[Recorded data]
━━━━━━

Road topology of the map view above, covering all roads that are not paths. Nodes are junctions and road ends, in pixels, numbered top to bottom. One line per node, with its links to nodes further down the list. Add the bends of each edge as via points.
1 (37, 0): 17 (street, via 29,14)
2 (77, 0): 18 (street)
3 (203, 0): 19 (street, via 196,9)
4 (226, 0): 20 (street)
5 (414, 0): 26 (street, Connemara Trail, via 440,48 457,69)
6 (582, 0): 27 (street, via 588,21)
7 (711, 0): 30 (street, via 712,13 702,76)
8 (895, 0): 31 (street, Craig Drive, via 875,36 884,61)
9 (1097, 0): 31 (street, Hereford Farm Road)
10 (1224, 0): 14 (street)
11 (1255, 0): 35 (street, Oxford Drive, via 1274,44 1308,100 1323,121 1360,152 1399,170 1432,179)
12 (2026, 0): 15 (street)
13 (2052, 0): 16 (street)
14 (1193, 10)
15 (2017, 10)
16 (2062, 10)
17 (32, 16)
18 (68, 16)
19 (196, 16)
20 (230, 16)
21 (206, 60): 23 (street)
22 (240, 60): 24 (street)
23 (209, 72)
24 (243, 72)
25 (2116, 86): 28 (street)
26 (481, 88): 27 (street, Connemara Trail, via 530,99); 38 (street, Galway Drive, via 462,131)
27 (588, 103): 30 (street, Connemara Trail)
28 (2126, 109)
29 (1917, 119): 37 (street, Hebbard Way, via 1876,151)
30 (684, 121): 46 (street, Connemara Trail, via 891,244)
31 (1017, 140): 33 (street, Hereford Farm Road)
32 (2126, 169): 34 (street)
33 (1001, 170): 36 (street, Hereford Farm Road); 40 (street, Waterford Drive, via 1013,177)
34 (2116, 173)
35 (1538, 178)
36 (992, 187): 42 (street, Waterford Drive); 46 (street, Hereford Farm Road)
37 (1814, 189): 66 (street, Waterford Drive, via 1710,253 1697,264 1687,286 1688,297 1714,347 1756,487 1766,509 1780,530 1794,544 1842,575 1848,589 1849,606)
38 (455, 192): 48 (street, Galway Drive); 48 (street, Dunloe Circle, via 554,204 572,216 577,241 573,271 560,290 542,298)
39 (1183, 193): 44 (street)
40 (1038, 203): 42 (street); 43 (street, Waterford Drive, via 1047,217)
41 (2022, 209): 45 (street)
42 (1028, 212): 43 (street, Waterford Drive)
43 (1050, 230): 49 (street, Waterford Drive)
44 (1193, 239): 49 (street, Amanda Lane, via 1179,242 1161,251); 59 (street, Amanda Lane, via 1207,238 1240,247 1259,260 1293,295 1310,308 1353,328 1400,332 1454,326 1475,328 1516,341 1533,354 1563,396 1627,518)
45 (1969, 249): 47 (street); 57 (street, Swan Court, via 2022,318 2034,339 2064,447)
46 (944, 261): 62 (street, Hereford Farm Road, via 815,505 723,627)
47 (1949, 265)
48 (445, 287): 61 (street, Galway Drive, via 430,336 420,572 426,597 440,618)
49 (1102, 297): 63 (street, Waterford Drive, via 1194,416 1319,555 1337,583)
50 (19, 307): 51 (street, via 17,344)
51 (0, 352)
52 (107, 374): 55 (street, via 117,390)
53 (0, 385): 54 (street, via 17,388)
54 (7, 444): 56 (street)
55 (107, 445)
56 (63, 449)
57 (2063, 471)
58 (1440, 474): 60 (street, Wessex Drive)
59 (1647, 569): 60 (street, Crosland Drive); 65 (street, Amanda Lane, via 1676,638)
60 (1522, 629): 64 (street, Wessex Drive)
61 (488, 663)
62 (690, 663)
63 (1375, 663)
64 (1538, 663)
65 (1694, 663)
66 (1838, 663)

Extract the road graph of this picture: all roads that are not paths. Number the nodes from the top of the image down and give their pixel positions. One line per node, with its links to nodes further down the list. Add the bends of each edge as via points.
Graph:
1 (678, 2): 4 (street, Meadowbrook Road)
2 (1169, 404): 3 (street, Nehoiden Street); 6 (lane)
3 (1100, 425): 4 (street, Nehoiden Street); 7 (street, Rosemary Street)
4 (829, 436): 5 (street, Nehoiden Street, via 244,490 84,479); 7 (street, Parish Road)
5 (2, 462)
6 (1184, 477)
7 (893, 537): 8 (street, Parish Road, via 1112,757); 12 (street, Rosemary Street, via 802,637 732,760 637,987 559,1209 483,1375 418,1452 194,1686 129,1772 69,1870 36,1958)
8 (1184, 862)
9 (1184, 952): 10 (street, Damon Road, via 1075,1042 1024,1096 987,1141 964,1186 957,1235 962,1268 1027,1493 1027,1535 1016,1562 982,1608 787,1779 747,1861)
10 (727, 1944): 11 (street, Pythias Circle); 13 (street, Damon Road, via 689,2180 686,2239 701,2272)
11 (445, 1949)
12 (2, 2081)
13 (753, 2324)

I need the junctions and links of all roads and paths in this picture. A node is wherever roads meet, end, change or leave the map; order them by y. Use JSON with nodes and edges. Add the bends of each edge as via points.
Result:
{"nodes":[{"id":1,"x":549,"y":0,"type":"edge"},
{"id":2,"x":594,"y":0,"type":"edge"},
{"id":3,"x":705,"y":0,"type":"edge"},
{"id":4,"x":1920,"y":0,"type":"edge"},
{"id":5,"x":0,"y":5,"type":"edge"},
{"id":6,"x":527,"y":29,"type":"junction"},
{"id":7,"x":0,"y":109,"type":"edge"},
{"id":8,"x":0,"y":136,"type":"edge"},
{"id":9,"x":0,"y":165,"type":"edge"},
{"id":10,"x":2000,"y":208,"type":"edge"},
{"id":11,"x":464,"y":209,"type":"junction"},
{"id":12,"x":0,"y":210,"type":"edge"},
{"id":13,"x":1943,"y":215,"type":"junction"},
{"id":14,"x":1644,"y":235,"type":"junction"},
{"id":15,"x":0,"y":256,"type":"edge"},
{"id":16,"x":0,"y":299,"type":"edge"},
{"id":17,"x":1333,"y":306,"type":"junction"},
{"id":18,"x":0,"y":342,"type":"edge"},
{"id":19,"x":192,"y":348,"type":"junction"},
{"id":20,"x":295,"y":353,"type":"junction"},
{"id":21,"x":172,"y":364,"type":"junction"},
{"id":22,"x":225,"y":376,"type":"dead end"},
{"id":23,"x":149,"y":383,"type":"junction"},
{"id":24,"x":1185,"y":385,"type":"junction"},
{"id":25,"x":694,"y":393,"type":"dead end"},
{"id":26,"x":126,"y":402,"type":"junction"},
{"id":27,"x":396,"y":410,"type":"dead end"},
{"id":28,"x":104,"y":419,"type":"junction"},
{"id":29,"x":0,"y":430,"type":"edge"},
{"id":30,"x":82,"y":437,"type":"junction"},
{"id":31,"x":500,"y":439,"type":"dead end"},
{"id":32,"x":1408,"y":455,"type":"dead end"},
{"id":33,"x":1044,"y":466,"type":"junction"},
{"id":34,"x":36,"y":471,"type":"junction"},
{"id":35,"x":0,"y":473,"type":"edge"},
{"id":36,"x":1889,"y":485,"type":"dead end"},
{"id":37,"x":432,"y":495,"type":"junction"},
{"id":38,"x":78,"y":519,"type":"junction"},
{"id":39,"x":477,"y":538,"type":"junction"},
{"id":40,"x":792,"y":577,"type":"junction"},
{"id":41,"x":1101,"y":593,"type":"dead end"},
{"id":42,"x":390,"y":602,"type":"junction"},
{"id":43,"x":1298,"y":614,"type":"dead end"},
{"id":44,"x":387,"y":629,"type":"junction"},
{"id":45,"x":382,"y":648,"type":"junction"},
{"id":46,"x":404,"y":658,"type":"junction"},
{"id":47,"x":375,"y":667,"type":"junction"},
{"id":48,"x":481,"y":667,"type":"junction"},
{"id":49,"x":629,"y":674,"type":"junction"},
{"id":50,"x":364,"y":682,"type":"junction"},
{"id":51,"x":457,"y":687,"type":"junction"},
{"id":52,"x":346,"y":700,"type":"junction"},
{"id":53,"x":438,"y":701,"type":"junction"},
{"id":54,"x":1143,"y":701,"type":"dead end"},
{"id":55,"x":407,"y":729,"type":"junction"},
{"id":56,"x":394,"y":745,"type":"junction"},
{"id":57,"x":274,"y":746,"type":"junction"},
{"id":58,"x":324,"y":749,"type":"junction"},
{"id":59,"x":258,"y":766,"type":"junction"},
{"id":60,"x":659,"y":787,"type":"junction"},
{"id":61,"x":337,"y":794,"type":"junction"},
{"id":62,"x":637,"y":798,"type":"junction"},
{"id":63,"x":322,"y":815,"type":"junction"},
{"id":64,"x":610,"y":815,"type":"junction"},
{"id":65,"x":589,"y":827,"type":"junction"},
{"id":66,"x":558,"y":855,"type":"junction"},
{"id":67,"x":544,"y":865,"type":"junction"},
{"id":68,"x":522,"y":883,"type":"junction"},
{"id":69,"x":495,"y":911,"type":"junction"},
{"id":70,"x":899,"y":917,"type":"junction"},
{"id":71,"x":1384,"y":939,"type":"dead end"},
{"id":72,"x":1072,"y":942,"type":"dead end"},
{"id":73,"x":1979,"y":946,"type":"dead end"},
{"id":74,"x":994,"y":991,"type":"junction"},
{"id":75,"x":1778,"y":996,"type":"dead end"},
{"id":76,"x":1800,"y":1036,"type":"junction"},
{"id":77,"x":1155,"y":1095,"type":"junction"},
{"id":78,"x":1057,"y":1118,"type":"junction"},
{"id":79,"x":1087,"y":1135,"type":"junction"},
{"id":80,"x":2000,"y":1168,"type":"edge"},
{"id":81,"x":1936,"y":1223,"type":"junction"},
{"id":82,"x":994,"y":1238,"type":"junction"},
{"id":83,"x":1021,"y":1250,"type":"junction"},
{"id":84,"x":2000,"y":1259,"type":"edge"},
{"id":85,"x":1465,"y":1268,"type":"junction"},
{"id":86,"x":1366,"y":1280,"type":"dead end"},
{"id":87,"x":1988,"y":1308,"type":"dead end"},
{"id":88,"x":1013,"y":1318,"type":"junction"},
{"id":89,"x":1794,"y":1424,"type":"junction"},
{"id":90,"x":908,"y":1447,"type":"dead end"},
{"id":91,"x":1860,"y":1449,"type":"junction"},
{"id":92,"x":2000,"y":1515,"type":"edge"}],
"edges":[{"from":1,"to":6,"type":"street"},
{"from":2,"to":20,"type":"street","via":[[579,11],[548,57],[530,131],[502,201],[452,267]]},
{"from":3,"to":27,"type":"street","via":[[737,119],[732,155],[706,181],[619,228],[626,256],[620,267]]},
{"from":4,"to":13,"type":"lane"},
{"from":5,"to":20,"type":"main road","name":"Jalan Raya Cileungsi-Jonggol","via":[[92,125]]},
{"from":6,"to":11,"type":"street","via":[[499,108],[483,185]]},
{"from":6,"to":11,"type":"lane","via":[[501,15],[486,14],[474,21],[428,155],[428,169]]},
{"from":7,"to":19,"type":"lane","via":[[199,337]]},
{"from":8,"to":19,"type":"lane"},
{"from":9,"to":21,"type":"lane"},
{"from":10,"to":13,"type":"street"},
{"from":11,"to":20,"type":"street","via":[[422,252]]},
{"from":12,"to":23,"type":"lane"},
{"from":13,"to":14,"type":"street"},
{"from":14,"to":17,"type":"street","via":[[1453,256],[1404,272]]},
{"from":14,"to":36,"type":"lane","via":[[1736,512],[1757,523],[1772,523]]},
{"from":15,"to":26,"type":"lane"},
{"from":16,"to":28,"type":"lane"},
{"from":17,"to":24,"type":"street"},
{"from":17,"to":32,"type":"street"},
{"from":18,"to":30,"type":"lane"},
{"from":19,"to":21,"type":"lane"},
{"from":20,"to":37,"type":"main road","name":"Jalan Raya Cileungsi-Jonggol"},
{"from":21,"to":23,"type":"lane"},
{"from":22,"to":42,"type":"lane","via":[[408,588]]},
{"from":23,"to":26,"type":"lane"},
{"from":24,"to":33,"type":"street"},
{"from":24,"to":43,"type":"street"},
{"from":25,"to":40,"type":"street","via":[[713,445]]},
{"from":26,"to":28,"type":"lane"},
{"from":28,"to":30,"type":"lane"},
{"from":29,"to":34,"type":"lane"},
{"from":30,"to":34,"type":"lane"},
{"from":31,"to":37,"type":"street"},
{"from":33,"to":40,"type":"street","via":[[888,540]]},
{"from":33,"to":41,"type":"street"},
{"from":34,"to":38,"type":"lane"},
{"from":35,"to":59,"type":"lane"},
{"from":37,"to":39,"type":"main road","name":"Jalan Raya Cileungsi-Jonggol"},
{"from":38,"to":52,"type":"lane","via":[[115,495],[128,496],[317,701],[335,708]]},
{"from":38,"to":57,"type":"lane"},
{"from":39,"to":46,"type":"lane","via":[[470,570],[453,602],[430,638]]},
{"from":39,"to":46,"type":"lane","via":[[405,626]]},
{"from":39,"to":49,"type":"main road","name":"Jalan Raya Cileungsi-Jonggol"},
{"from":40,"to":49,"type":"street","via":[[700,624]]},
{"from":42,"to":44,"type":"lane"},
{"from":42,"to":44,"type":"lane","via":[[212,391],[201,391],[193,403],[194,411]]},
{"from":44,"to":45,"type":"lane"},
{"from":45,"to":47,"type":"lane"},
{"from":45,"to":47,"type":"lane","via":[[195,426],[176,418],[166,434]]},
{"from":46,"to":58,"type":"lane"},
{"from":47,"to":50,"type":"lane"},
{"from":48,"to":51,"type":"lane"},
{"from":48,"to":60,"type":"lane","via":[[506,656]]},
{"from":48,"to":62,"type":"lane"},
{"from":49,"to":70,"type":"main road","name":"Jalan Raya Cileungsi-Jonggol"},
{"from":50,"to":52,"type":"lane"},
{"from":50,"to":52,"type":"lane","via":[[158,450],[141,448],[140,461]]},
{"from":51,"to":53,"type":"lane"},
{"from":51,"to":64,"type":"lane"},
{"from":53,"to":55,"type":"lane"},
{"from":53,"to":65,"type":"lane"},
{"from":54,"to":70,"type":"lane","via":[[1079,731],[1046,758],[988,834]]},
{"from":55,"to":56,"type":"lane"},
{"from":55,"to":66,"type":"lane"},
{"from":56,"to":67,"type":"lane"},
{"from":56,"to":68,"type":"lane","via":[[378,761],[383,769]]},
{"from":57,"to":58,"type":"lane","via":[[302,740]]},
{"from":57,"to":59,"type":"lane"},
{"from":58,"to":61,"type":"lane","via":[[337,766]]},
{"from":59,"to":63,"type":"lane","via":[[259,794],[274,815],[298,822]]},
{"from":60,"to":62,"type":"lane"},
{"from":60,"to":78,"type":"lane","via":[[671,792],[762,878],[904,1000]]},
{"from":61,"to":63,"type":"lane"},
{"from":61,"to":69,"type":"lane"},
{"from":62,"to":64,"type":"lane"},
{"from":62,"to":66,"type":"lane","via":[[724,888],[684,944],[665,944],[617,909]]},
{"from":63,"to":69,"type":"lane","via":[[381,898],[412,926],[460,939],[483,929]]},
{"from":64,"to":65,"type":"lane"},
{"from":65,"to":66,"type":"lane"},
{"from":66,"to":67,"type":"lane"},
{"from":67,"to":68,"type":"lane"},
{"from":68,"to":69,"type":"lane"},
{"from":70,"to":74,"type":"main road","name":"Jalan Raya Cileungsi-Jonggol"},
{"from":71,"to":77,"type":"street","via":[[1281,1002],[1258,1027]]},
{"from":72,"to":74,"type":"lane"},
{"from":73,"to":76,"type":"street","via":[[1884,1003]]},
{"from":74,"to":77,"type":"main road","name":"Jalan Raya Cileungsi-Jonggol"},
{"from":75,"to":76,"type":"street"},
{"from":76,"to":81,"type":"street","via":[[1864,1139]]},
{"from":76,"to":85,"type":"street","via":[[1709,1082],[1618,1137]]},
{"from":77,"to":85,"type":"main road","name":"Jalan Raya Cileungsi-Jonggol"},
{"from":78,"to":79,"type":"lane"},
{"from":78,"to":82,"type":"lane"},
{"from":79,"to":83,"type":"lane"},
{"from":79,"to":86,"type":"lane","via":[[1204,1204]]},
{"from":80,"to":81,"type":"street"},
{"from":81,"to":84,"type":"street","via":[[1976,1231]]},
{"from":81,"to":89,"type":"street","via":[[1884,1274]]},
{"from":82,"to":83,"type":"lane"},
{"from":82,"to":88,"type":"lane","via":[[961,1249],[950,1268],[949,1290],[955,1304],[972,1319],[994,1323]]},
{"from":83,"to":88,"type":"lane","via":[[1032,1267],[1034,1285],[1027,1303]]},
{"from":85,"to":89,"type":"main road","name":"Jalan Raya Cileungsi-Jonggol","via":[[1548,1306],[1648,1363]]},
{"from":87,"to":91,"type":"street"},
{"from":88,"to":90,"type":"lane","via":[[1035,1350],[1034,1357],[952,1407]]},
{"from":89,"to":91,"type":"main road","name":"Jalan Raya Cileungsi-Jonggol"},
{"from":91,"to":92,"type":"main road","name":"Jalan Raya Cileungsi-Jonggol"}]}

━━━━━━

EXERCISE REQUIREMENTS: Look through the entries and return each line that has the word "Rosemary" in it.

ANSWER BOX:
3 (1100, 425): 4 (street, Nehoiden Street); 7 (street, Rosemary Street)
7 (893, 537): 8 (street, Parish Road, via 1112,757); 12 (street, Rosemary Street, via 802,637 732,760 637,987 559,1209 483,1375 418,1452 194,1686 129,1772 69,1870 36,1958)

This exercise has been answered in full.